- [TASK TO COMPLETE] Copy all the lines of the data that include the word "above".

- [AVAILABLE DATA]
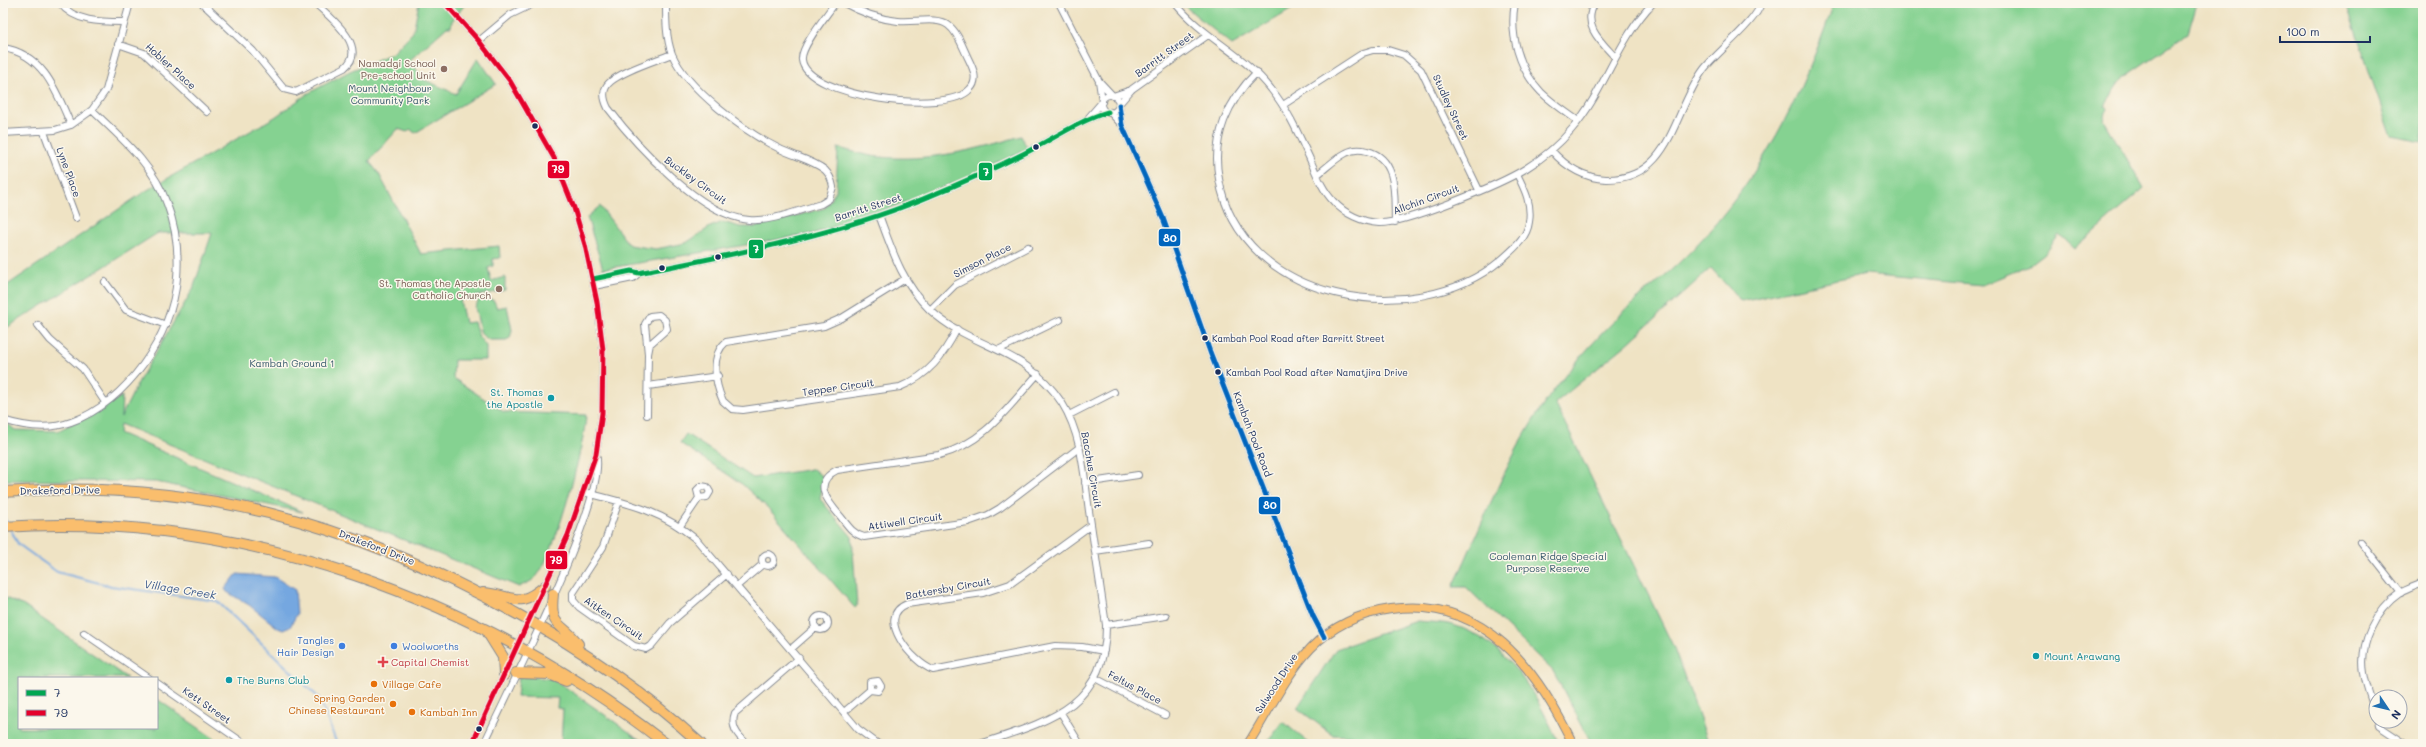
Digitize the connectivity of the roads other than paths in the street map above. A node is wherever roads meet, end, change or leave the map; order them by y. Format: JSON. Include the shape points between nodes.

...

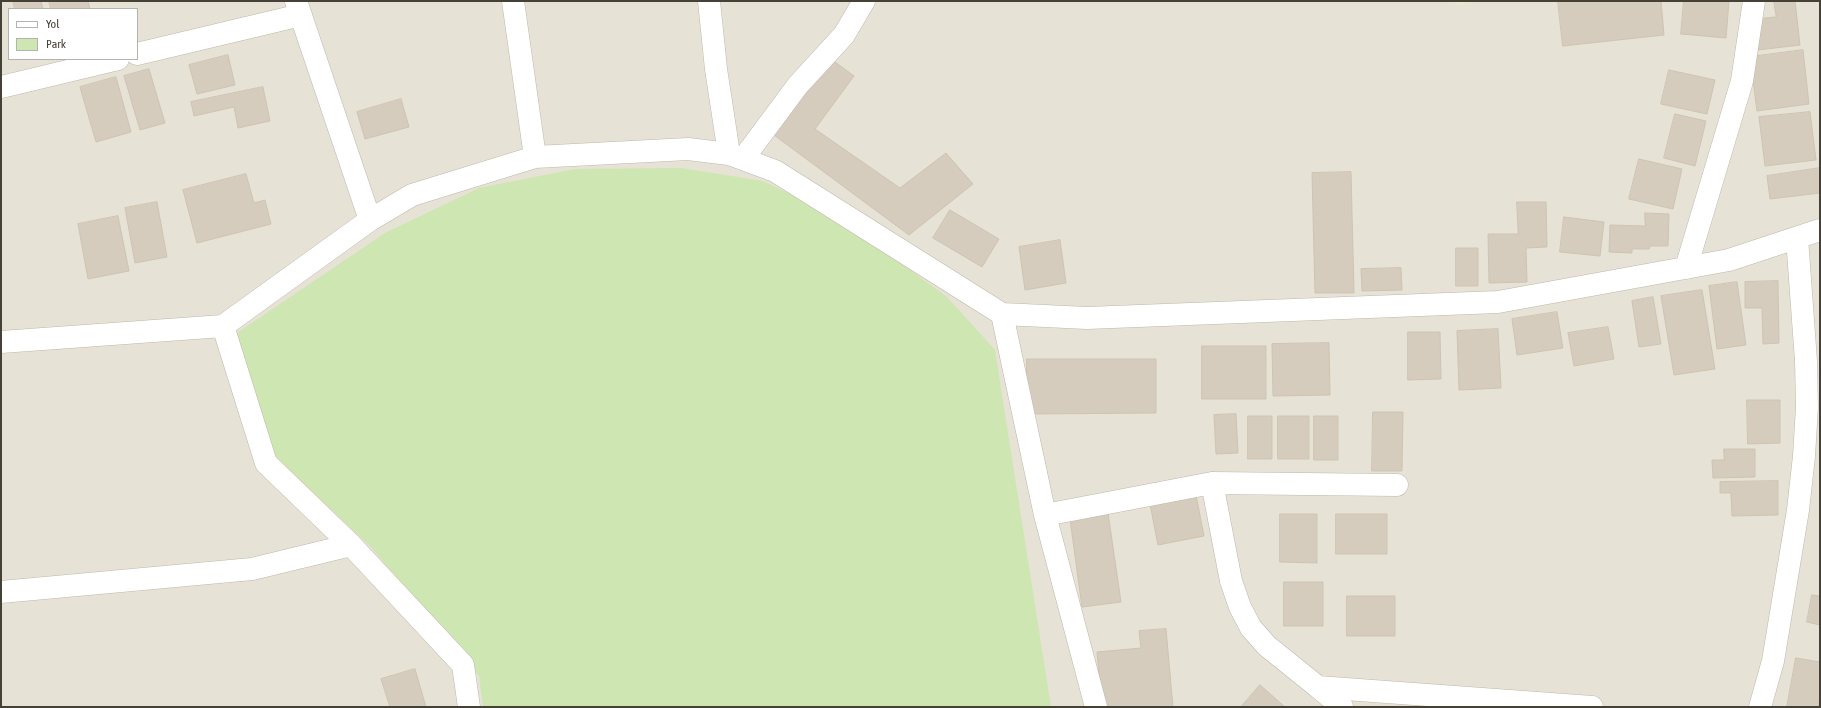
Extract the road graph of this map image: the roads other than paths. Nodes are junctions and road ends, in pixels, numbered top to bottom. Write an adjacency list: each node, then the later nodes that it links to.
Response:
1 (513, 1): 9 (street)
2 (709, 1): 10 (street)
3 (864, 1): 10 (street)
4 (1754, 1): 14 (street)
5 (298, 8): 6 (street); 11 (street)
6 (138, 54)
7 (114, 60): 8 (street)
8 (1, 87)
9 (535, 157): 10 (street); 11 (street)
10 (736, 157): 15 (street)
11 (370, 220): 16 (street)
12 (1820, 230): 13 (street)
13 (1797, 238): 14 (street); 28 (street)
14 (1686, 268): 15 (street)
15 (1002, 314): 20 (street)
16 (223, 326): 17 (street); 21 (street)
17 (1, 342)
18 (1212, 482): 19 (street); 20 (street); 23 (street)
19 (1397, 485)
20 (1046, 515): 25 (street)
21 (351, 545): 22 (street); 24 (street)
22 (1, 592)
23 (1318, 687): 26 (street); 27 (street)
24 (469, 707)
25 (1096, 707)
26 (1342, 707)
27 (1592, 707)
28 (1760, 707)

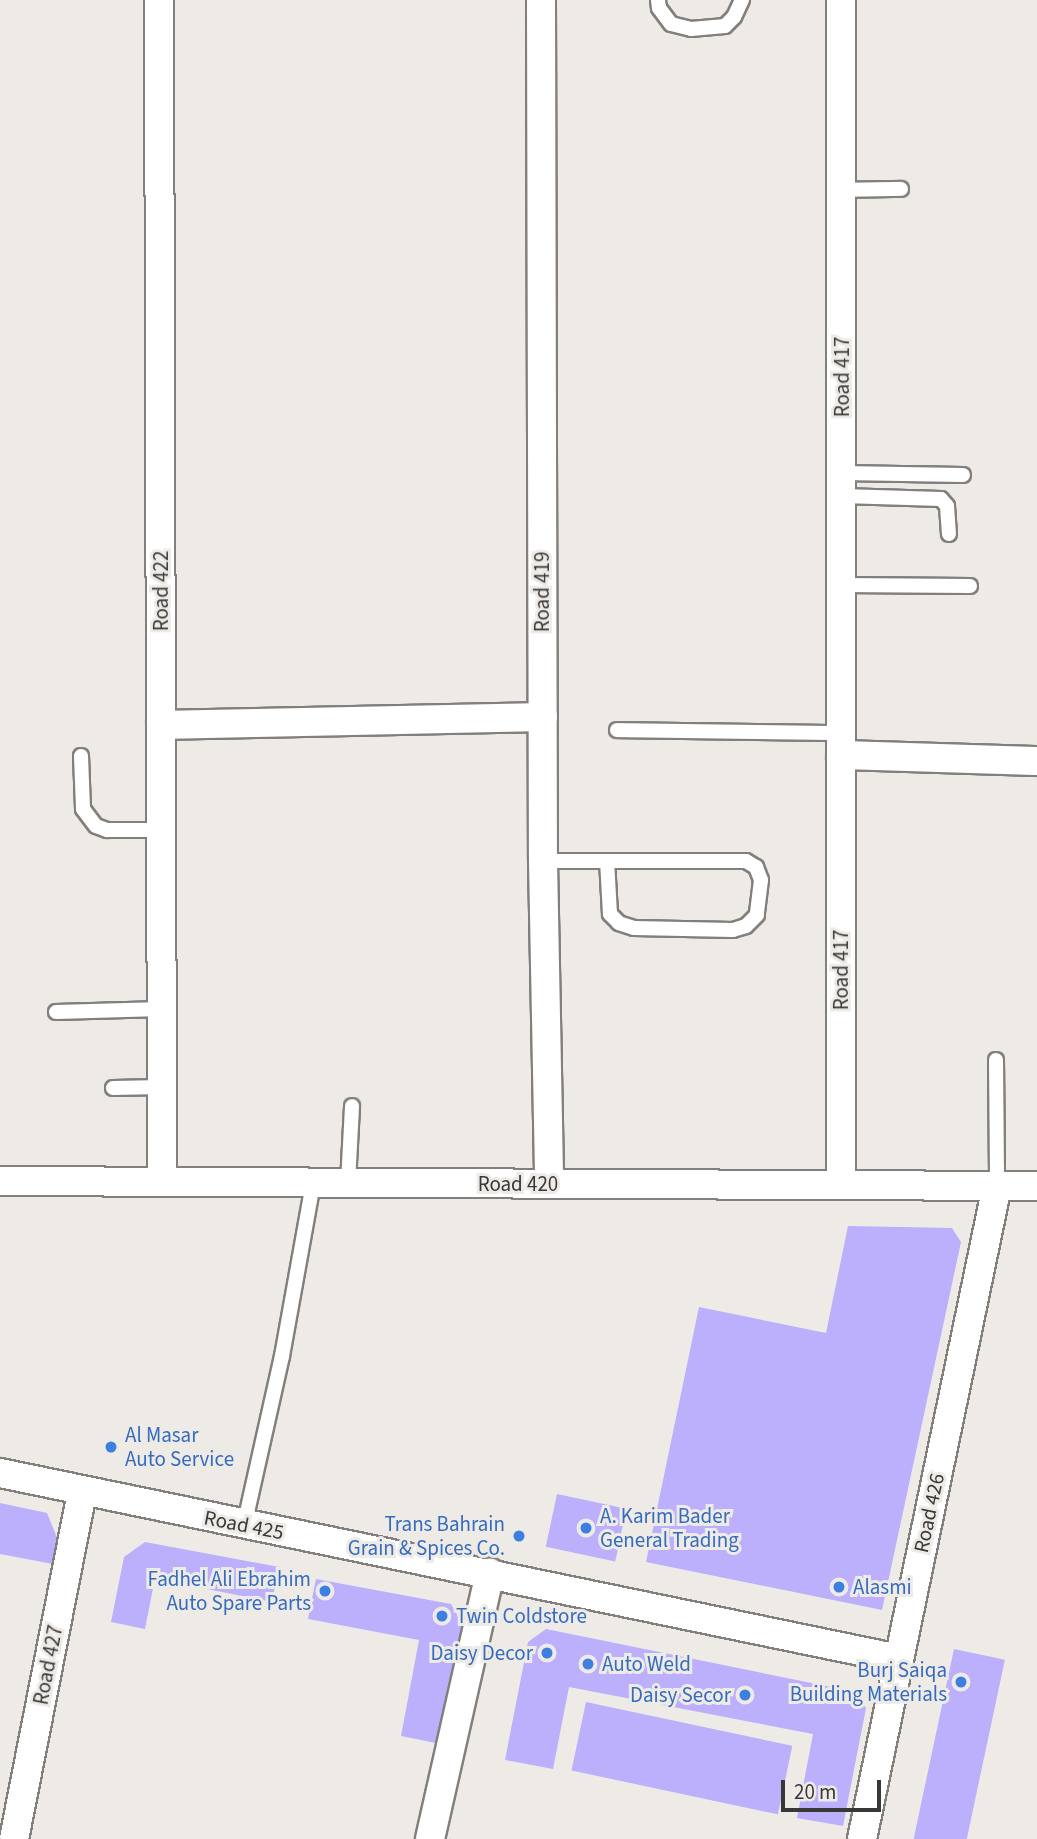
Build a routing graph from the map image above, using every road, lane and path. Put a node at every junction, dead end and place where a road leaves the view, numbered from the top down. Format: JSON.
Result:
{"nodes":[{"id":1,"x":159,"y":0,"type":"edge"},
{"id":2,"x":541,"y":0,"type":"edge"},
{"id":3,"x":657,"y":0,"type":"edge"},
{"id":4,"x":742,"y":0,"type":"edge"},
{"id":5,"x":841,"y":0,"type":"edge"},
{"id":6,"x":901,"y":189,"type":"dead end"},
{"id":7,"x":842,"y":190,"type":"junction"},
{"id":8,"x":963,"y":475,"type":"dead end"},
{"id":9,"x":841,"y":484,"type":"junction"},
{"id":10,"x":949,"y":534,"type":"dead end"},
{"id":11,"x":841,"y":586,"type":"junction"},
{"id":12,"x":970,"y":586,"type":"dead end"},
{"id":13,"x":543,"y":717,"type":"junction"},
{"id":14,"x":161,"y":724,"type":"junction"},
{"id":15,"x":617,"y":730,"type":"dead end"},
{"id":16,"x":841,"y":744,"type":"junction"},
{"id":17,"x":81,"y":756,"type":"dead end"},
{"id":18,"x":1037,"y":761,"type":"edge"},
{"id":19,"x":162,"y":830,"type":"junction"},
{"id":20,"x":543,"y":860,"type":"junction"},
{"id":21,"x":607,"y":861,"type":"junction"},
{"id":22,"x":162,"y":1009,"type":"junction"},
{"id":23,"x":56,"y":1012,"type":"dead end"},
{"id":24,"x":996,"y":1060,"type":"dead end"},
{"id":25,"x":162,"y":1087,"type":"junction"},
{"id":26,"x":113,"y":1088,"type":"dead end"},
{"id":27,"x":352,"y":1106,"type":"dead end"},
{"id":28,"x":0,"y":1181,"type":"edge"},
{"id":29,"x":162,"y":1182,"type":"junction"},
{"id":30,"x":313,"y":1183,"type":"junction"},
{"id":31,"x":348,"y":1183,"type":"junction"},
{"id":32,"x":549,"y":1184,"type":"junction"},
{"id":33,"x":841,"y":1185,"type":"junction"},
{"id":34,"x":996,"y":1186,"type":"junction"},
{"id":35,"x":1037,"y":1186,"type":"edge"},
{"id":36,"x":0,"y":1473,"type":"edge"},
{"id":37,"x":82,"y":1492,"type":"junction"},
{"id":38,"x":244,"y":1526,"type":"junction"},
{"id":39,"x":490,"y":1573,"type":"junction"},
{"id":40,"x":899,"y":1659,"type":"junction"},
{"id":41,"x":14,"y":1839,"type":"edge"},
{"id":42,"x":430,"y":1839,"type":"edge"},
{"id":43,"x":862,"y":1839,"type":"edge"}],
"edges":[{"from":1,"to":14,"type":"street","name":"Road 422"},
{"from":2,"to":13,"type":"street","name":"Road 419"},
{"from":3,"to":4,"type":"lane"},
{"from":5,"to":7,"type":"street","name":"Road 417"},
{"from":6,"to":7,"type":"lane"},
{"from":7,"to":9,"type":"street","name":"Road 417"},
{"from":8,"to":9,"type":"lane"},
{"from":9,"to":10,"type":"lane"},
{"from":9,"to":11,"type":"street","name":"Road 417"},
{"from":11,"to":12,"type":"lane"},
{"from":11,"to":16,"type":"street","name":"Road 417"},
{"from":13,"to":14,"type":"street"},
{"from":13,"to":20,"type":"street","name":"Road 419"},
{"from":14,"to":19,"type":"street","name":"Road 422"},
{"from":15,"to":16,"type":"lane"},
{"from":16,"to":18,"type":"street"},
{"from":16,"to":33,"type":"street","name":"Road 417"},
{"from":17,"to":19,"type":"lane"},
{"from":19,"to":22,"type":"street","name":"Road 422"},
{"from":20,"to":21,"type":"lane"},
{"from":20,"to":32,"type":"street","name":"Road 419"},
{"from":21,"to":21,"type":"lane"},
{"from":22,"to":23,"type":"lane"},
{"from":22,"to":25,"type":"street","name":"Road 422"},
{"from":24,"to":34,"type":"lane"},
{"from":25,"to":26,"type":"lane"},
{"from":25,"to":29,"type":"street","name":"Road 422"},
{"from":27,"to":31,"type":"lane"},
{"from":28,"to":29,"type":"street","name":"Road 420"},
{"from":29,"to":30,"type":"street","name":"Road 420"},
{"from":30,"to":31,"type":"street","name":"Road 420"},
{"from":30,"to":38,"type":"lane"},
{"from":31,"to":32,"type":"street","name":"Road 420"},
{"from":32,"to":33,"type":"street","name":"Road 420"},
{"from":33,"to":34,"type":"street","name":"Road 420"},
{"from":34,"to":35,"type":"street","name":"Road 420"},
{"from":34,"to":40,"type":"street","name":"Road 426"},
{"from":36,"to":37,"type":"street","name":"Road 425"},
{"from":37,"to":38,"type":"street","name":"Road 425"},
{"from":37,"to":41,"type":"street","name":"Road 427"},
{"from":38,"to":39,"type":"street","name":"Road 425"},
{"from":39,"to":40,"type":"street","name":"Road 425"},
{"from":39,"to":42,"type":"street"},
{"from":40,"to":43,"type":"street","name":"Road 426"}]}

- [EXPECTED OUTPUT]
Digitize the connectivity of the roads other than paths in the street map above. A node is wherever roads meet, end, change or leave the map; order them by y. Format: JSON. Include the shape points between nodes.
Build a routing graph from the map image above, using every road, lane and path. Put a node at every junction, dead end and place where a road leaves the view, numbered from the top down. Format: JSON.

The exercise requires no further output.